Chuck was one of the great intellects of our time: as importantly, he was endlessly excited about ideas, a scholar who was an indefatigable teacher, a man who not only taught you how to do history, but encouraged you to find your own new ways to do it. While I wouldn’t call him a radical (because it is too reductive — he was so much more than that), he was the exact opposite of a conservative, an interdisciplinary thinker who believed that knowledge production could evolve as fast as the human mind could accomodate new paradigms and new ideas. He encouraged his students to find new things to think about, but more importantly, to find new ways to think. As a teacher he was generous to a fault, and he had a quiet but firm disdain for academic pettiness and cruelty, that rarely manifested itself in open conflict with a scholar behaving badly, but rather in redressing the wrong done by showering kindness, and whatever resources he had available, on those who had been subjected to the most common forms of departmental and institutional abuse.
I first heard of Chuck when I was a Yale undergraduate: I was an English major who took history courses for fun. Taking history classes was simultaneously a great leisure activity and an intellectual activity, since at that moment Yale probably had a fistful of some of the best lecturers ever gathered in one place at the same time. One of the hippest of them was John Merriman, whose class on the French revolution people used to revisit year after year just to hear the lecture on Robespierre. John was also famous for throwing keg parties for his students at the end of the semester, and at one of them we had a long talk about his great teacher at Michigan, Charles Tilly. John said if I ever had the chance, I should study with him.
Some years later I was in graduate school at NYU and one of those things happened that can more or less derail your Ph.D.: my advisor and mentor, Albert U. Romasco, died suddenly, about a week before my general exams, and there was no one who was either intellectually appropriate or interested enough in me to take over my dissertation. They had to hire someone else, and it was going to take time. But then — as if there really is some pattern to life if you can only discern it — Chuck and Louise Tilly came to the New School, right up the street, and one of their former colleagues from Michigan who was on my committee suggested I go up and talk to Chuck about my research because we had some interests in common.

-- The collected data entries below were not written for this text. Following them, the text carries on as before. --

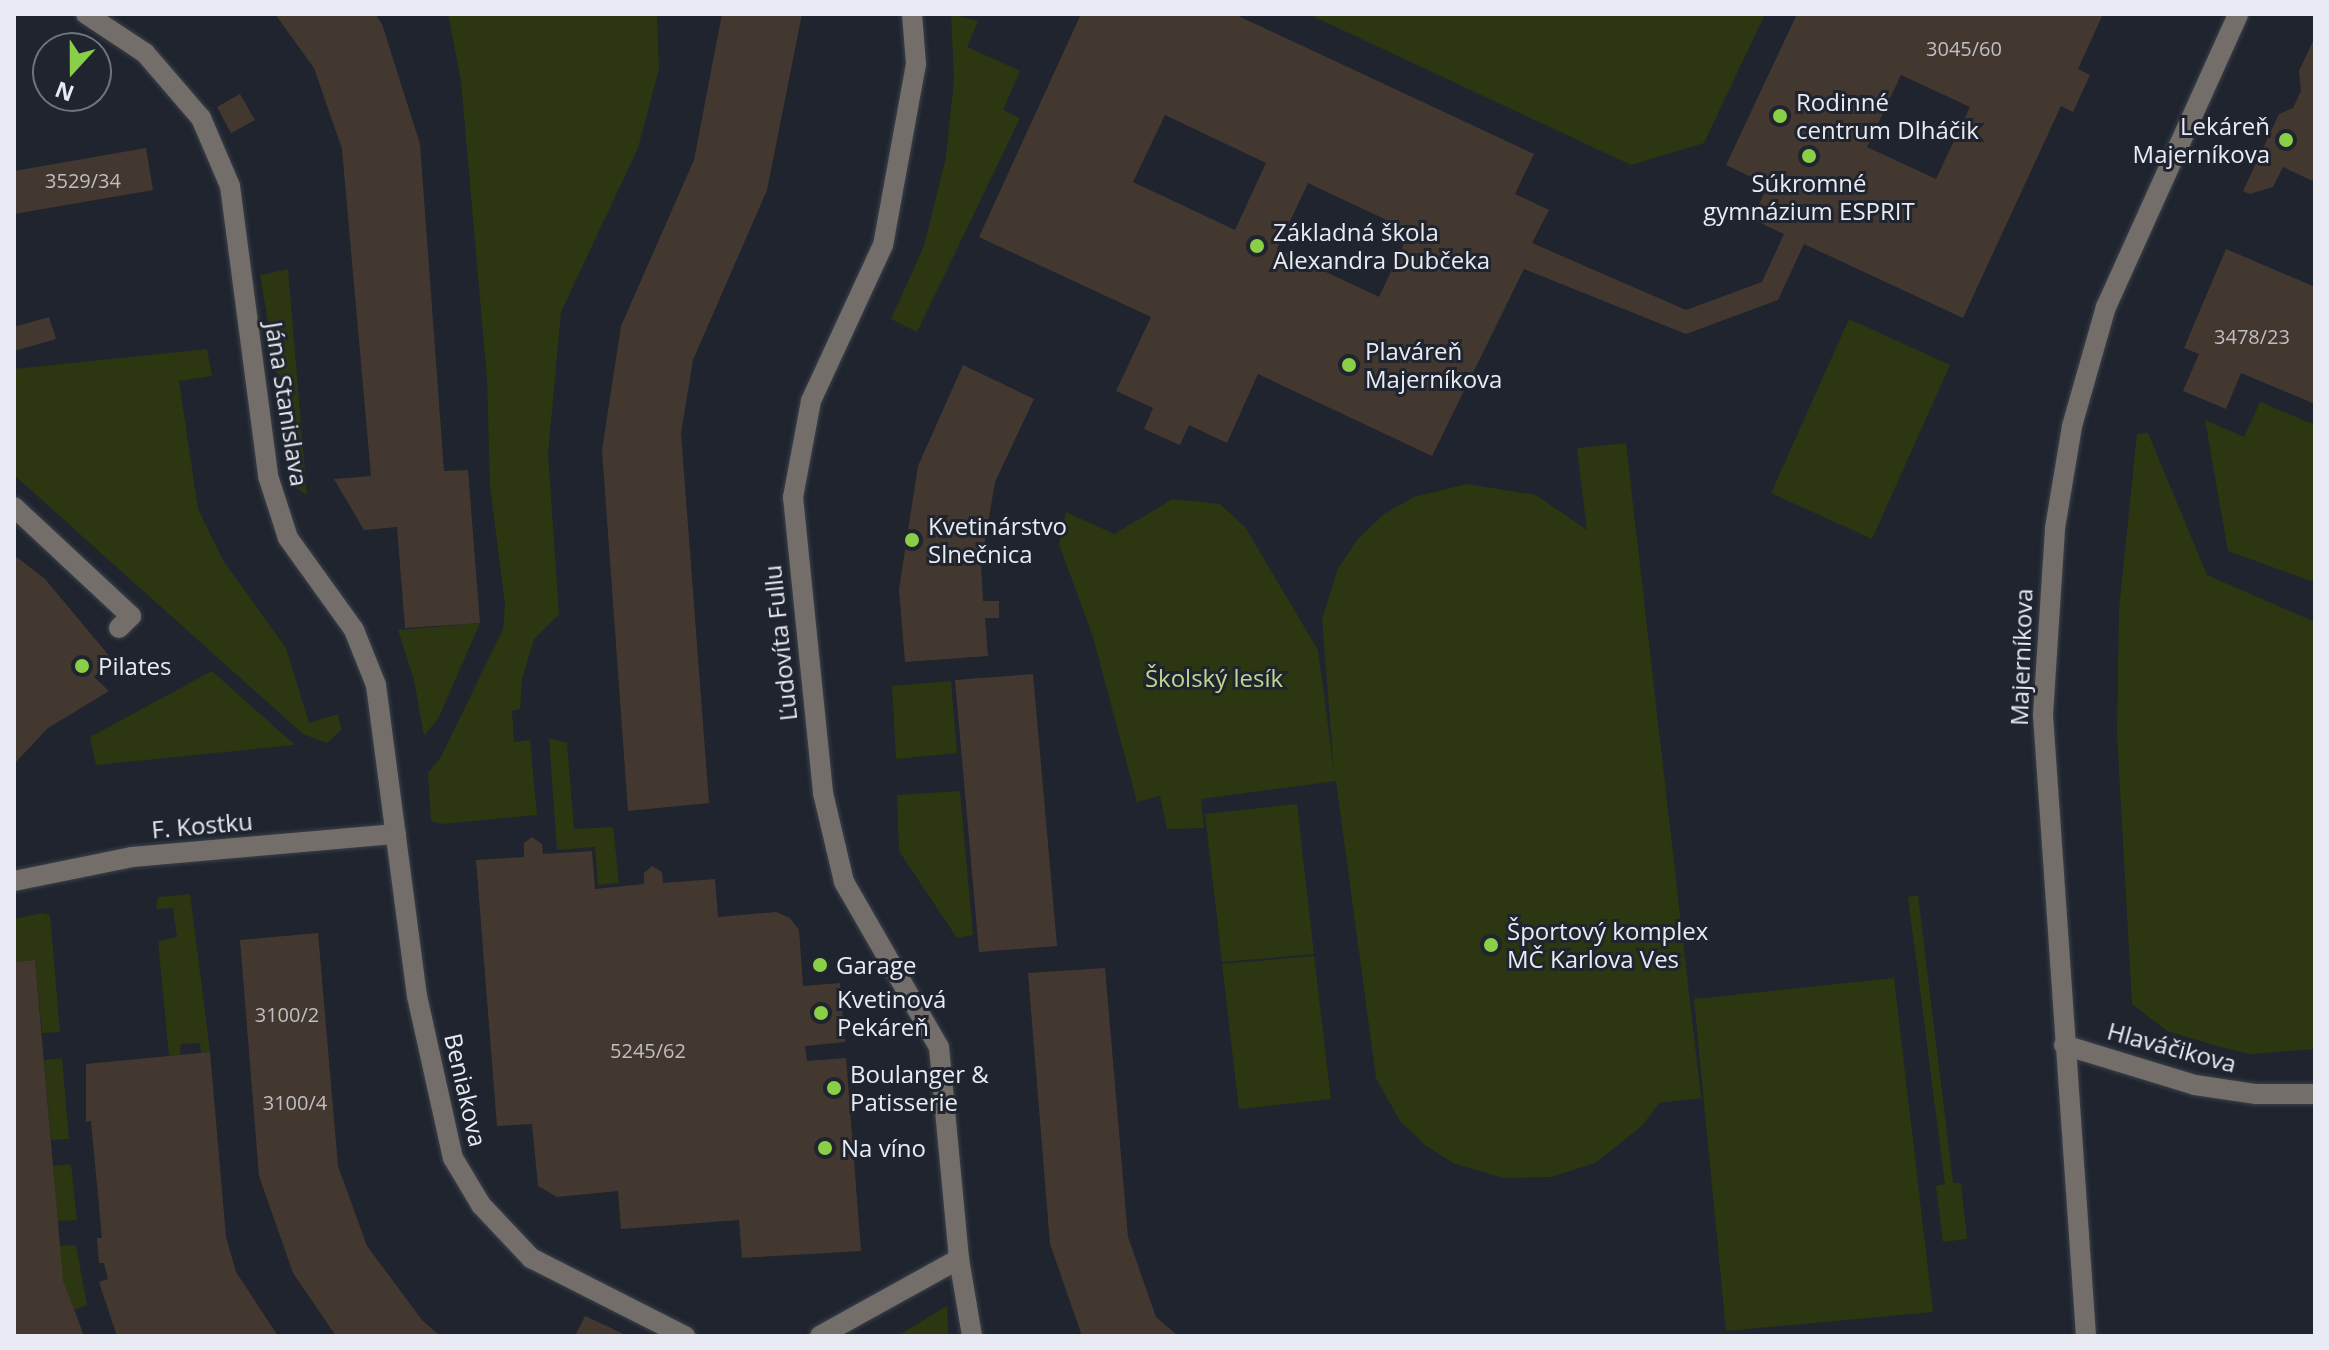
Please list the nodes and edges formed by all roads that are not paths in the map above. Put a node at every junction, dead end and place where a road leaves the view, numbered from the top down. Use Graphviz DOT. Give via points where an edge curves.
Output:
graph roads {
  1 [pos="86,14"];
  2 [pos="912,14"];
  3 [pos="2238,14"];
  4 [pos="14,507"];
  5 [pos="119,628"];
  6 [pos="396,834"];
  7 [pos="14,881"];
  8 [pos="2064,1045"];
  9 [pos="2315,1094"];
  10 [pos="959,1259"];
  11 [pos="685,1336"];
  12 [pos="820,1336"];
  13 [pos="972,1336"];
  14 [pos="2086,1336"];
  1 -- 6 [label="street, Jána Stanislava" via="145,53 201,118 230,186 268,476 288,538 354,630 376,685"];
  2 -- 10 [label="street, Ľudovíta Fullu" via="916,64 883,245 811,401 793,497 823,793 844,882 939,1047"];
  3 -- 8 [label="street, Majerníkova" via="2106,307 2065,463 2046,621 2043,715"];
  4 -- 5 [label="street" via="131,616"];
  6 -- 7 [label="street, F. Kostku" via="132,857"];
  6 -- 11 [label="street, Beniakova" via="417,996 453,1158 481,1205 531,1258"];
  8 -- 9 [label="street, Hlaváčikova" via="2195,1085 2256,1094"];
  8 -- 14 [label="street, Majerníkova"];
  10 -- 12 [label="street"];
  10 -- 13 [label="street, Ľudovíta Fullu"];
}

So I did. And the only thing that was misleading about that advice, in retrospect, was that since Chuck was interested in everything, with whom would he not have interests in common? Furthermore, I didn’t know that at that moment in time you got Chuck and Louise as a package, and that once you fell into their orbit you never really left. You became part of this network of astonishing people with capacious intellects who came in and out of town, moving through offices that were a hive of activity, research and ideas. Looking at something I had written one day, Chuck said, “Theda Skocpol is coming through next week — let’s have her take a look at it and pick her brain.” Chuck ran a proseminar on the state which was my principle intellectual context during my final years in graduate school: one fall, in the first meeting, I walked in and sitting around the table were E.P. Thompson, Christopher Hill, Bridget Hill, and Eric Hobsbawm. The Hills and Thompson remained for a month; Hobsbawm, who was particularly helpful in talking to me about my research on social bandits in the Great Depression, stayed for the semester, and then came and went for the next several years.
I mean really — imagine being a graduate student writing about social bandits in the twentieth century United States, and someone drops Eric Hobswbawm in your lap. It’s like Christmas for historians.

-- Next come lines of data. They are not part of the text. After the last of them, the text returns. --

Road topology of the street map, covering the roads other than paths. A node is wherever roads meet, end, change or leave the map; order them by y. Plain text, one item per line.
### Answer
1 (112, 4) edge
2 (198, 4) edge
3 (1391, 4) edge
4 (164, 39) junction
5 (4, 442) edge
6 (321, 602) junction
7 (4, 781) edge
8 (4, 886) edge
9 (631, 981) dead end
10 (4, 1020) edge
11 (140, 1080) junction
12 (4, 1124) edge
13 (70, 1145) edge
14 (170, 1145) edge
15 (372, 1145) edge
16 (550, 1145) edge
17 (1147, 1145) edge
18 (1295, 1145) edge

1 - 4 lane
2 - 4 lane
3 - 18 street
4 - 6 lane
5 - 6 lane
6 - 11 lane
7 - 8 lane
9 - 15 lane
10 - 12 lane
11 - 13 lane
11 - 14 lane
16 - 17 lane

This post is only a snapshot of what Chuck did with his life: there is a universe of scholars out there who would tell you similar and different stories. If I could characterize his pedagogy, I would say that he believed in bringing smart people together and creating an atmosphere where ideas could flourish. He taught me to think big, and he taught me to take risks. He taught me the difference between scholars who were capable of rigorous, useful criticism and people who criticized others just to make themselves look smarter or more important. And he taught me to believe in my own intellect, that ideas that didn’t make sense to others would, in time, when the ideas had developed sufficiently that my readers could finally grasp them. Once we were sorting out a problem in a dissertation chapter, and he persuaded me that something I wanted to write about was just a diversion from the argument the chapter needed to make. Reluctantly, I agreed: I pulled those pages out, crumpled them up and flipped them into the trash can. Chuck got up and walked across the room, pulled them out of the trash and handed them back to me. “Never throw an idea away,” he said “Whatever took you there once, will take you there again.” And he was right, of course: the pages I had discarded became an article on the labor gun molls performed in criminal gangs in the 1930′s.
So I now tell my students the same thing.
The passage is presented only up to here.